The assessment of safety risks starts at an early stage – already on the drawing board. A group consisting of engineers and product safety specialists goes through the machine layout and draws up a detailed product safety analysis that covers all process equipment. Possible human risks involved in operating and maintaining the machine are also assessed by hazard type and risk level.
|A safe working environment is the result of many different factors. Valmet’s paper machine designs take a proactive approach to fulfilling the safety-at-work requirements of the European Machinery Directive and various other standards around the world.|
“Our target is to make the operating environment as safe as possible and to minimize risks. For example, a minimum safety clearance of 850 mm is required for all cramped and dangerous spaces,” Juhala points out.
In building a new machine or rebuilding an existing one, the machine supplier always also needs to consider how operators might misuse it. They may be accustomed to doing something in a way that is no longer safe in the new machine environment. “And this often involves changing the way operators think,” Juhala continues.

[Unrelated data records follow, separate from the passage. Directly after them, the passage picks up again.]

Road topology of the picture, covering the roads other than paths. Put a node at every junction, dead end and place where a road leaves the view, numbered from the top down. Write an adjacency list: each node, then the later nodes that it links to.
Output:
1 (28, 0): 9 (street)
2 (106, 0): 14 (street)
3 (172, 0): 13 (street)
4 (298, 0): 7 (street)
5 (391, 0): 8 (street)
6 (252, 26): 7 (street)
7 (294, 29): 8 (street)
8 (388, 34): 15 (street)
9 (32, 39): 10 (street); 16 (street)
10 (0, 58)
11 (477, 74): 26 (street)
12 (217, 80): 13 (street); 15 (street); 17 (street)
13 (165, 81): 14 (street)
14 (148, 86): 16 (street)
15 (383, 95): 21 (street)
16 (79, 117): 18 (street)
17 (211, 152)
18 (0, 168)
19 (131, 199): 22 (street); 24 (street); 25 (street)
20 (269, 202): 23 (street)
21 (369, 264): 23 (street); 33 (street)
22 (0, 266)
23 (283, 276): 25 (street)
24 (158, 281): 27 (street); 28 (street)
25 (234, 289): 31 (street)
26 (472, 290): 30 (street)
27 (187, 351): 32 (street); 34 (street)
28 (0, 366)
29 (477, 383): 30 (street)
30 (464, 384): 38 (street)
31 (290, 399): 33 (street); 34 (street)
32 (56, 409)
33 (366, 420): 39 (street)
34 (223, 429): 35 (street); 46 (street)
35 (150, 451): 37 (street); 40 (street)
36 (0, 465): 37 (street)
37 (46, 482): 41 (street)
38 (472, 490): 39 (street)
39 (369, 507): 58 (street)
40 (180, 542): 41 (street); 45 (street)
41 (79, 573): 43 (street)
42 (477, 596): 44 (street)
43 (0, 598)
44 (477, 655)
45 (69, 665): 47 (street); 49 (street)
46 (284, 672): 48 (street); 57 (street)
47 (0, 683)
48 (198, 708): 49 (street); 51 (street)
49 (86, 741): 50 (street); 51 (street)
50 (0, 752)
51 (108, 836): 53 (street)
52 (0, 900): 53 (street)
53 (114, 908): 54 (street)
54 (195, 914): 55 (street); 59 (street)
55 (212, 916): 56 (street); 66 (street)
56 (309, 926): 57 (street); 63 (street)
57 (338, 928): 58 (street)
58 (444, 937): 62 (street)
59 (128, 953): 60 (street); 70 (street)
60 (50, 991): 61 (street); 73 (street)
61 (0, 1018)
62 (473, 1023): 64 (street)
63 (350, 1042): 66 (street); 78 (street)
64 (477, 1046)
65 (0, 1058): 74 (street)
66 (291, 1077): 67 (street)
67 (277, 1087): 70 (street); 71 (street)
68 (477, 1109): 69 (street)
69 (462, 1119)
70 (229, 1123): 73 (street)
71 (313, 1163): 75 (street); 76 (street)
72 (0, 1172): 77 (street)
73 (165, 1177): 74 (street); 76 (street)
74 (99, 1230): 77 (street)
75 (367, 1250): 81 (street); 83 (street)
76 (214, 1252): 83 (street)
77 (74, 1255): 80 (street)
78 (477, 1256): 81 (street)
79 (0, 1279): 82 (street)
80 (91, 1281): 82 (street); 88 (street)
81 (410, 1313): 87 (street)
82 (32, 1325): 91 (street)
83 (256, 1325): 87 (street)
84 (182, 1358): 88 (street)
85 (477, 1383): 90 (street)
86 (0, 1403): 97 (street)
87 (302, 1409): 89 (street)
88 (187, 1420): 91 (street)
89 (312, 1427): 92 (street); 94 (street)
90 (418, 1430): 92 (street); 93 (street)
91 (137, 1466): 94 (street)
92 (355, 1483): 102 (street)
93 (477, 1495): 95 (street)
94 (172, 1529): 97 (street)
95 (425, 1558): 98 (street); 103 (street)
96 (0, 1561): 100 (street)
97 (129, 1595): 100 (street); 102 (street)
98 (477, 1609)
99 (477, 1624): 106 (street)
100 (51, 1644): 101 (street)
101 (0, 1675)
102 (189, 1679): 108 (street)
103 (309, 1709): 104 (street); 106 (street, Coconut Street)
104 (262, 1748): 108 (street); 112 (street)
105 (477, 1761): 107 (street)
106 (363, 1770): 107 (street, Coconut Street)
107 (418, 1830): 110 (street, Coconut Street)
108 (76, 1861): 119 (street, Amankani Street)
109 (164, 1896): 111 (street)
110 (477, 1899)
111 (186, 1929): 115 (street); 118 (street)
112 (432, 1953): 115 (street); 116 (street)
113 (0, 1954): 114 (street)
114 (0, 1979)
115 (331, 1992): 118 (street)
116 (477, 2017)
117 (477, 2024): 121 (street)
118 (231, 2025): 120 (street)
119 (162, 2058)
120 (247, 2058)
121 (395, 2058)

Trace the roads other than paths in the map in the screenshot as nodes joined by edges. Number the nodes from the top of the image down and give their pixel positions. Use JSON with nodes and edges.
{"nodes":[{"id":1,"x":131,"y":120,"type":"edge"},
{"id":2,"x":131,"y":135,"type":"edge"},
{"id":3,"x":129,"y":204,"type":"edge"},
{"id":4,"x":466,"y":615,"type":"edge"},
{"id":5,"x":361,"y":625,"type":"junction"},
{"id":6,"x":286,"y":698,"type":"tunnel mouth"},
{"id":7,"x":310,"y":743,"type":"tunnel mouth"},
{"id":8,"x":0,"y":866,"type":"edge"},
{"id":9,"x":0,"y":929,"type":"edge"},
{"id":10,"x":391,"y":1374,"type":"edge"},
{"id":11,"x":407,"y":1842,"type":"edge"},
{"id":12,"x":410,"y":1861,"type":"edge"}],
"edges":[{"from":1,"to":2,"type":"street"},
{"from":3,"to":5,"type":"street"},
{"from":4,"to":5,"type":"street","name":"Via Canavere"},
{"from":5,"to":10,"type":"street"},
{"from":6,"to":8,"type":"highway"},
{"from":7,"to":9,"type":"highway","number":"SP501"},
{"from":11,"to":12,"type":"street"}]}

“Usability has traditionally not been at the top of engineers’ priority lists. Nevertheless, Valmet has been a pioneer in industrial design since the early 1970s,” says Industrial Design Manager Jussi Salojärvi. “Adding usability to a paper machine concept requires optimization and cooperation with the chief design engineers.” Better usability means more production hours and more output. If a machine cannot be washed and maintained properly due to poor usability, it’s the quality of the end product that suffers.
Some of the greatest safety risks arise during machine assembly and maintenance when the walkways have not yet been installed or their handrails have been temporarily removed to improve access to the machine.
For example, in Valmet’s new OptiConcept M modular papermaking line these risks are eliminated by introducing a brand new walkway approach. Firstly, there are now spacious walkways also on the drive side, which greatly improves accessibility and safety already at the assembly stage due to a new installation order. Secondly, all tending side walkways are on one level, eliminating the need of walking up and down stairs. This same new design improves accessibility and safety now also on the drive side. There is also no need to remove walkway parts during fabric changes or monthly maintenance procedures. “There are straight and spacious walkways, both vertically and horizontally. They provide a safe, pleasant working environment for the operators,” Salojärvi explains.